Stored data entries
+++

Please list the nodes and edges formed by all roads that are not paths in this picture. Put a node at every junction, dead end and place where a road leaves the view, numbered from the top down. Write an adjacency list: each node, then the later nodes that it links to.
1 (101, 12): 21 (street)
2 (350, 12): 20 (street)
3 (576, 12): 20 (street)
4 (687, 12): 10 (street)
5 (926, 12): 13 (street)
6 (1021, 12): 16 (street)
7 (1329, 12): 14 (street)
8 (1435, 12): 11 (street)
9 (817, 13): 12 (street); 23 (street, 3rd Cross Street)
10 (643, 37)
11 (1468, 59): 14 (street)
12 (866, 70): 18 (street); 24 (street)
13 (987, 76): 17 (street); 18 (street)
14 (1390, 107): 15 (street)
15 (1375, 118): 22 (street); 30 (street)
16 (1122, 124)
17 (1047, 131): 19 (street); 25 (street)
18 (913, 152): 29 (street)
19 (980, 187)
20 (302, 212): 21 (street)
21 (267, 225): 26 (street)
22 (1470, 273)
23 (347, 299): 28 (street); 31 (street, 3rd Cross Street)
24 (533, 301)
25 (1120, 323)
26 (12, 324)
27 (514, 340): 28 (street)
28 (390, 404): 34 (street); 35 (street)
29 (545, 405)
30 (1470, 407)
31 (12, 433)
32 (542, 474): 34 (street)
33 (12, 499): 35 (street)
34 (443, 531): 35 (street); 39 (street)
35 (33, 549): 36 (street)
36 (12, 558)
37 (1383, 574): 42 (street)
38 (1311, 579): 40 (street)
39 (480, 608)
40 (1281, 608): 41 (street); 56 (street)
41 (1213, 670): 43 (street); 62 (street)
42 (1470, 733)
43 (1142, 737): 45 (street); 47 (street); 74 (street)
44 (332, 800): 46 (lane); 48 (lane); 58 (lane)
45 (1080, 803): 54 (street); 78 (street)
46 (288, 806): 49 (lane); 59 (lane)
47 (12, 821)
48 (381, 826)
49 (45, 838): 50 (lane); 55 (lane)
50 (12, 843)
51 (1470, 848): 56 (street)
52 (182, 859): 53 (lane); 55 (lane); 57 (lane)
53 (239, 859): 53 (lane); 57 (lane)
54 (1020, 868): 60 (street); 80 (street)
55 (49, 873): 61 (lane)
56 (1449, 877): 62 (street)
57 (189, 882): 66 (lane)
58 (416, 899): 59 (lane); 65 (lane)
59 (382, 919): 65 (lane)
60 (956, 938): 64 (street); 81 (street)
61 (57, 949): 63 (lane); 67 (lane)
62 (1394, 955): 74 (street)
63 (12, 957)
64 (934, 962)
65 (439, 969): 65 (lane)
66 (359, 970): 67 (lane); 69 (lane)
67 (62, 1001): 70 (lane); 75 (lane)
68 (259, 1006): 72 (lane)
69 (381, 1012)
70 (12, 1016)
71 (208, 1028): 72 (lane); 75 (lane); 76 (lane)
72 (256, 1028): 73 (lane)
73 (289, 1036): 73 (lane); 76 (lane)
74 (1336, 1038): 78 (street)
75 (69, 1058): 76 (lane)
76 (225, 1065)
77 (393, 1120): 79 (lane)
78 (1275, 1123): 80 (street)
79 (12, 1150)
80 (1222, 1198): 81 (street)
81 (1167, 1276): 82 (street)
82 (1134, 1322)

+++

◆ Problem details ◆
Word for word, return the entire set of entries.

◆ Answer box ◆
Please list the nodes and edges formed by all roads that are not paths in this picture. Put a node at every junction, dead end and place where a road leaves the view, numbered from the top down. Write an adjacency list: each node, then the later nodes that it links to.
1 (101, 12): 21 (street)
2 (350, 12): 20 (street)
3 (576, 12): 20 (street)
4 (687, 12): 10 (street)
5 (926, 12): 13 (street)
6 (1021, 12): 16 (street)
7 (1329, 12): 14 (street)
8 (1435, 12): 11 (street)
9 (817, 13): 12 (street); 23 (street, 3rd Cross Street)
10 (643, 37)
11 (1468, 59): 14 (street)
12 (866, 70): 18 (street); 24 (street)
13 (987, 76): 17 (street); 18 (street)
14 (1390, 107): 15 (street)
15 (1375, 118): 22 (street); 30 (street)
16 (1122, 124)
17 (1047, 131): 19 (street); 25 (street)
18 (913, 152): 29 (street)
19 (980, 187)
20 (302, 212): 21 (street)
21 (267, 225): 26 (street)
22 (1470, 273)
23 (347, 299): 28 (street); 31 (street, 3rd Cross Street)
24 (533, 301)
25 (1120, 323)
26 (12, 324)
27 (514, 340): 28 (street)
28 (390, 404): 34 (street); 35 (street)
29 (545, 405)
30 (1470, 407)
31 (12, 433)
32 (542, 474): 34 (street)
33 (12, 499): 35 (street)
34 (443, 531): 35 (street); 39 (street)
35 (33, 549): 36 (street)
36 (12, 558)
37 (1383, 574): 42 (street)
38 (1311, 579): 40 (street)
39 (480, 608)
40 (1281, 608): 41 (street); 56 (street)
41 (1213, 670): 43 (street); 62 (street)
42 (1470, 733)
43 (1142, 737): 45 (street); 47 (street); 74 (street)
44 (332, 800): 46 (lane); 48 (lane); 58 (lane)
45 (1080, 803): 54 (street); 78 (street)
46 (288, 806): 49 (lane); 59 (lane)
47 (12, 821)
48 (381, 826)
49 (45, 838): 50 (lane); 55 (lane)
50 (12, 843)
51 (1470, 848): 56 (street)
52 (182, 859): 53 (lane); 55 (lane); 57 (lane)
53 (239, 859): 53 (lane); 57 (lane)
54 (1020, 868): 60 (street); 80 (street)
55 (49, 873): 61 (lane)
56 (1449, 877): 62 (street)
57 (189, 882): 66 (lane)
58 (416, 899): 59 (lane); 65 (lane)
59 (382, 919): 65 (lane)
60 (956, 938): 64 (street); 81 (street)
61 (57, 949): 63 (lane); 67 (lane)
62 (1394, 955): 74 (street)
63 (12, 957)
64 (934, 962)
65 (439, 969): 65 (lane)
66 (359, 970): 67 (lane); 69 (lane)
67 (62, 1001): 70 (lane); 75 (lane)
68 (259, 1006): 72 (lane)
69 (381, 1012)
70 (12, 1016)
71 (208, 1028): 72 (lane); 75 (lane); 76 (lane)
72 (256, 1028): 73 (lane)
73 (289, 1036): 73 (lane); 76 (lane)
74 (1336, 1038): 78 (street)
75 (69, 1058): 76 (lane)
76 (225, 1065)
77 (393, 1120): 79 (lane)
78 (1275, 1123): 80 (street)
79 (12, 1150)
80 (1222, 1198): 81 (street)
81 (1167, 1276): 82 (street)
82 (1134, 1322)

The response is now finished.